━━━ Record excerpts ━━━

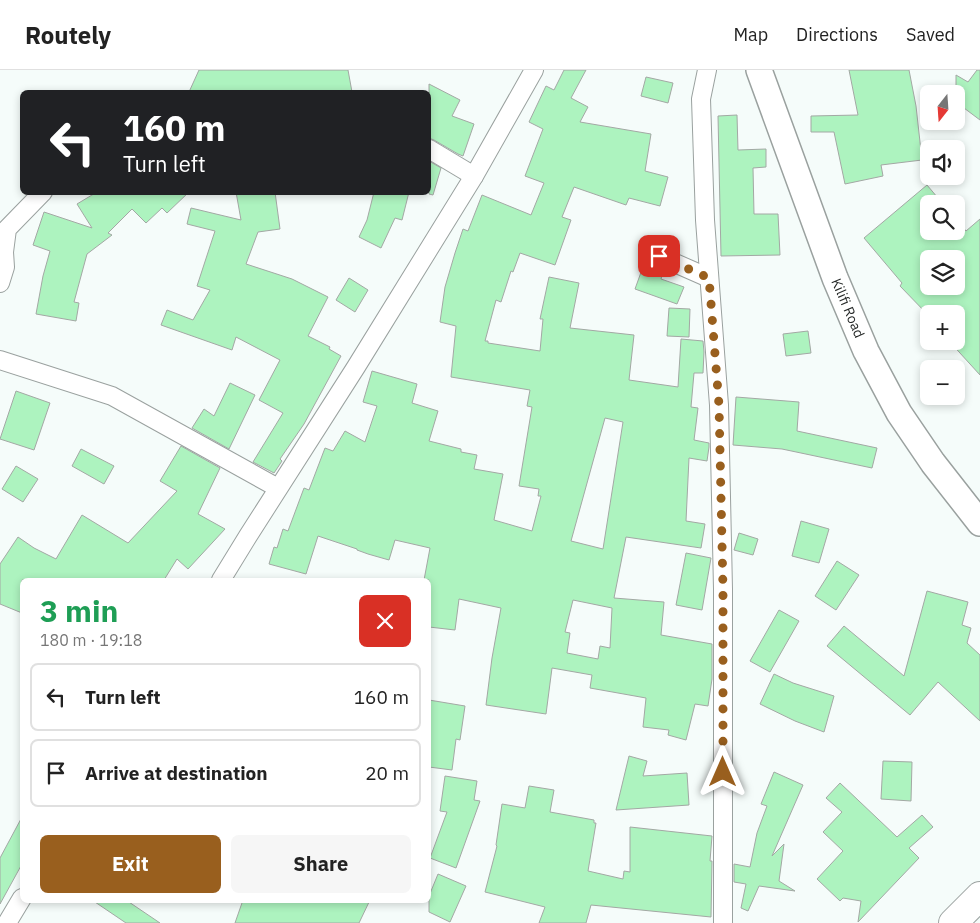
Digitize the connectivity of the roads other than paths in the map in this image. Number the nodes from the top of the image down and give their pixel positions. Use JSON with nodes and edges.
{"nodes":[{"id":1,"x":534,"y":70,"type":"edge"},
{"id":2,"x":707,"y":70,"type":"edge"},
{"id":3,"x":759,"y":70,"type":"edge"},
{"id":4,"x":431,"y":150,"type":"edge"},
{"id":5,"x":474,"y":176,"type":"junction"},
{"id":6,"x":39,"y":195,"type":"edge"},
{"id":7,"x":4,"y":221,"type":"edge"},
{"id":8,"x":659,"y":256,"type":"dead end"},
{"id":9,"x":709,"y":278,"type":"junction"},
{"id":10,"x":0,"y":283,"type":"edge"},
{"id":11,"x":0,"y":360,"type":"edge"},
{"id":12,"x":278,"y":488,"type":"junction"},
{"id":13,"x":980,"y":523,"type":"edge"},
{"id":14,"x":222,"y":578,"type":"edge"},
{"id":15,"x":980,"y":896,"type":"edge"},
{"id":16,"x":20,"y":901,"type":"edge"},
{"id":17,"x":7,"y":923,"type":"edge"},
{"id":18,"x":723,"y":923,"type":"edge"},
{"id":19,"x":953,"y":923,"type":"edge"}],
"edges":[{"from":1,"to":5,"type":"street"},
{"from":2,"to":9,"type":"street"},
{"from":3,"to":13,"type":"street","name":"Kilifi Road"},
{"from":4,"to":5,"type":"street"},
{"from":5,"to":12,"type":"street"},
{"from":6,"to":7,"type":"street"},
{"from":7,"to":10,"type":"street"},
{"from":8,"to":9,"type":"street"},
{"from":9,"to":18,"type":"street"},
{"from":11,"to":12,"type":"street"},
{"from":12,"to":14,"type":"street"},
{"from":15,"to":19,"type":"highway"},
{"from":16,"to":17,"type":"street"}]}
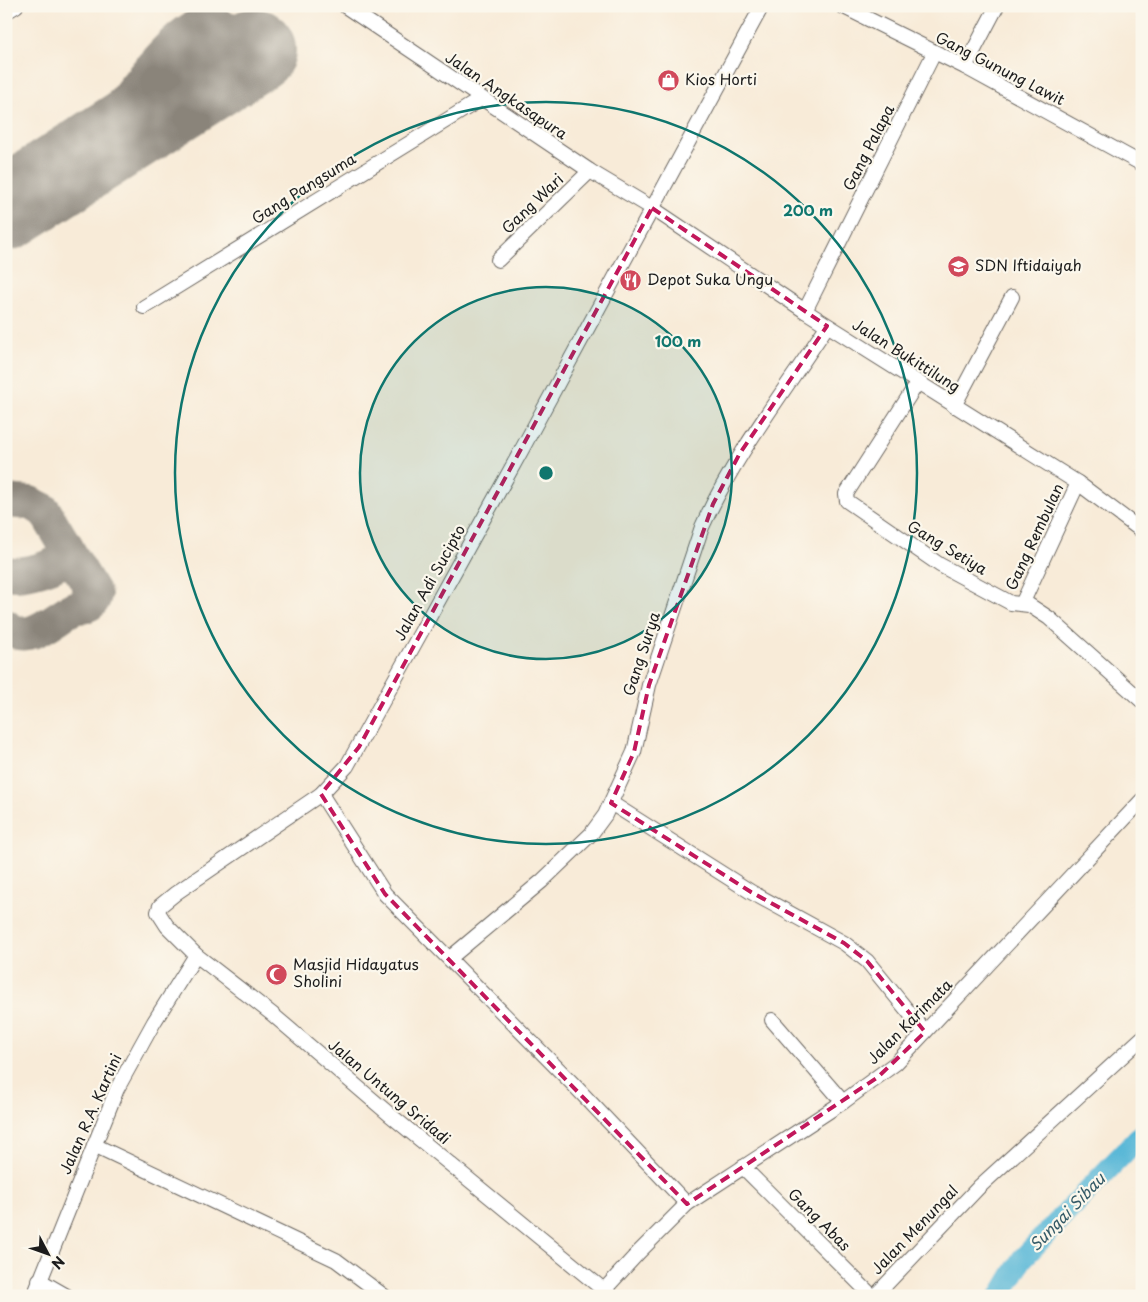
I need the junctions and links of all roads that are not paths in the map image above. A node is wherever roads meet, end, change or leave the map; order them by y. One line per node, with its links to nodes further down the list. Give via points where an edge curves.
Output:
1 (16, 6): 6 (street)
2 (345, 6): 9 (street, Jalan Angkasapura)
3 (762, 6): 12 (street, Jalan Adi Sucipto)
4 (842, 6): 7 (street, Gang Gunung Lawit)
5 (997, 6): 8 (street)
6 (6, 12)
7 (934, 53): 8 (street, Gang Gunung Lawit); 16 (street, Gang Palapa)
8 (965, 67): 10 (street, Gang Gunung Lawit)
9 (481, 99): 11 (street, Jalan Angkasapura); 15 (street, Gang Pangsuma)
10 (1142, 164)
11 (590, 171): 12 (street, Jalan Angkasapura); 13 (street, Gang Wari)
12 (652, 208): 16 (street, Jalan Bukittilung); 24 (street, Jalan Adi Sucipto, via 359,747 347,766)
13 (498, 260)
14 (1012, 297): 19 (street)
15 (144, 307)
16 (805, 311): 17 (street, Jalan Bukittilung)
17 (827, 326): 18 (street, Jalan Bukittilung); 26 (street, Gang Surya, via 740,453 709,512 648,685 634,752)
18 (918, 382): 19 (street, Jalan Bukittilung); 22 (street, Gang Setiya, via 846,494 847,501 940,565 1011,603)
19 (954, 406): 20 (street, Jalan Bukittilung)
20 (1078, 483): 21 (street, Jalan Bukittilung); 22 (street, Gang Rembulan)
21 (1142, 530)
22 (1022, 604): 23 (street, Gang Setiya, via 1049,618)
23 (1142, 701)
24 (320, 794): 27 (street, Jalan Adi Sucipto); 29 (street, via 385,894)
25 (1142, 800): 31 (street, Jalan Karimata)
26 (611, 803): 29 (street, Gang Surya, via 591,834 542,881); 31 (street, via 751,892 844,943 867,961)
27 (160, 906): 28 (street, Jalan Untung Sridadi, via 159,916)
28 (196, 955): 34 (street, Jalan R.A. Kartini, via 134,1055); 38 (street, Jalan Untung Sridadi, via 272,1014)
29 (450, 958): 36 (street)
30 (772, 1020): 33 (street)
31 (926, 1032): 33 (street, Jalan Karimata, via 896,1063)
32 (1142, 1038): 42 (street, Jalan Menungal, via 979,1187)
33 (843, 1102): 35 (street, Jalan Karimata)
34 (94, 1144): 37 (street, Jalan R.A. Kartini); 41 (street, via 336,1260)
35 (743, 1167): 36 (street, Jalan Karimata); 42 (street, Gang Abas)
36 (688, 1204): 38 (street, Jalan Karimata, via 638,1252)
37 (39, 1280): 39 (street, Jalan R.A. Kartini); 40 (street)
38 (608, 1293)
39 (34, 1296)
40 (67, 1296)
41 (384, 1296)
42 (873, 1296)

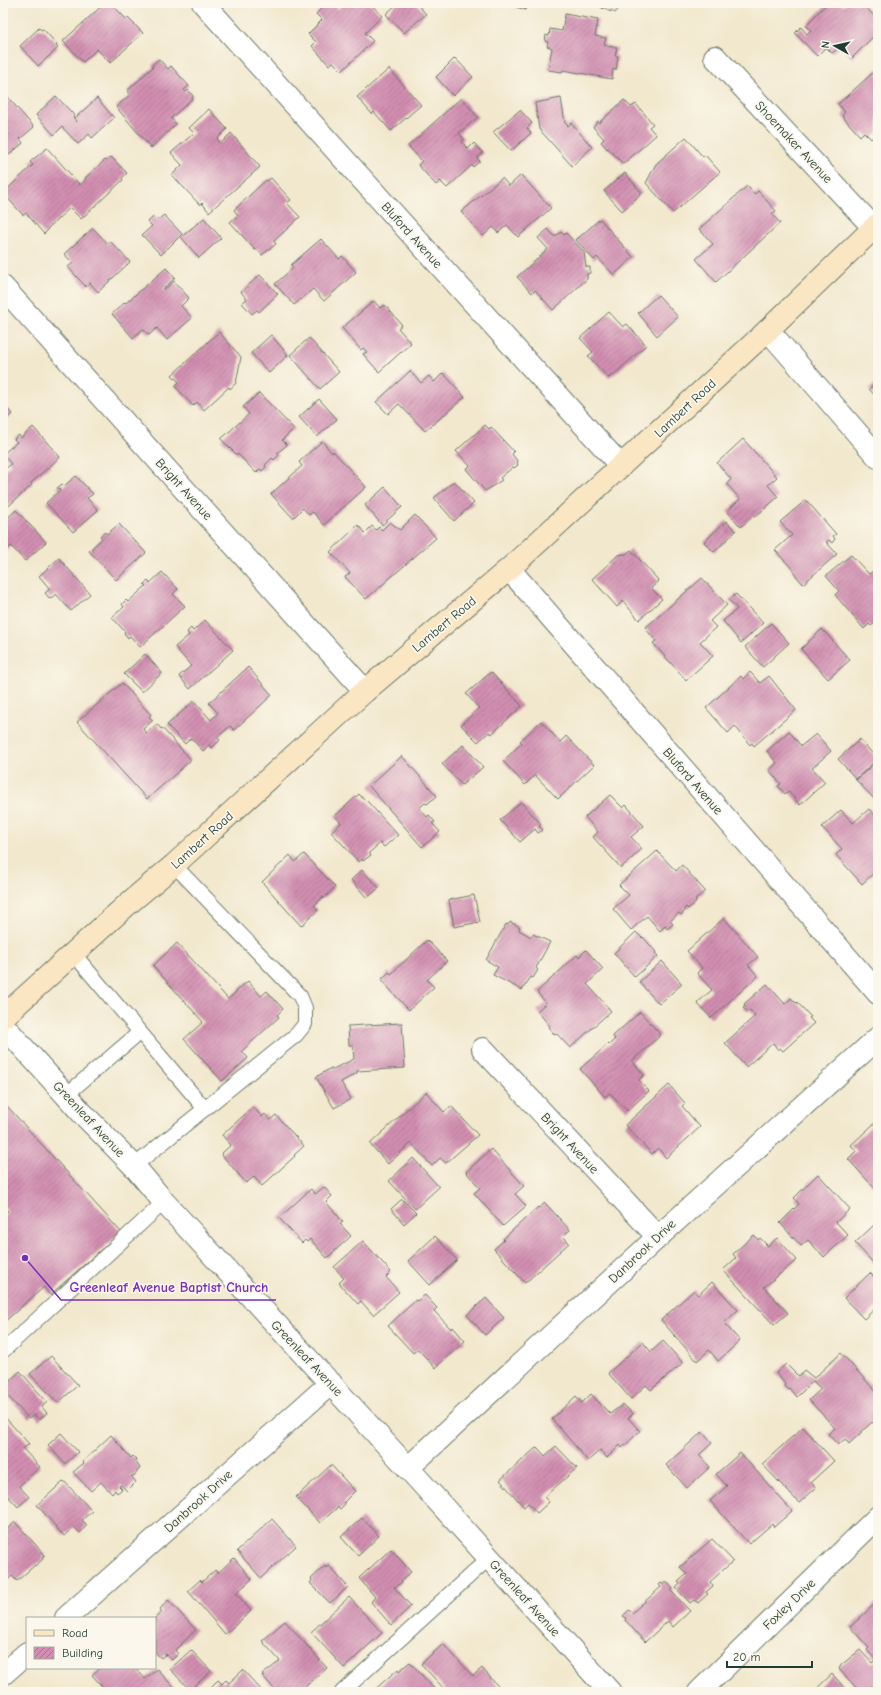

━━━

Check each line of the data above for the word "with" and copy the ones where it is found.

Digitize the connectivity of the roads other than paths in the map in this image. Number the nodes from the top of the image down and give their pixel positions. Use JSON with nodes and edges.
I need the junctions and links of all roads that are not paths in the map image above. A node is wherever roads meet, end, change or leave the map; order them by y. One line per node, with its links to nodes further down the list. Give via points where an edge curves.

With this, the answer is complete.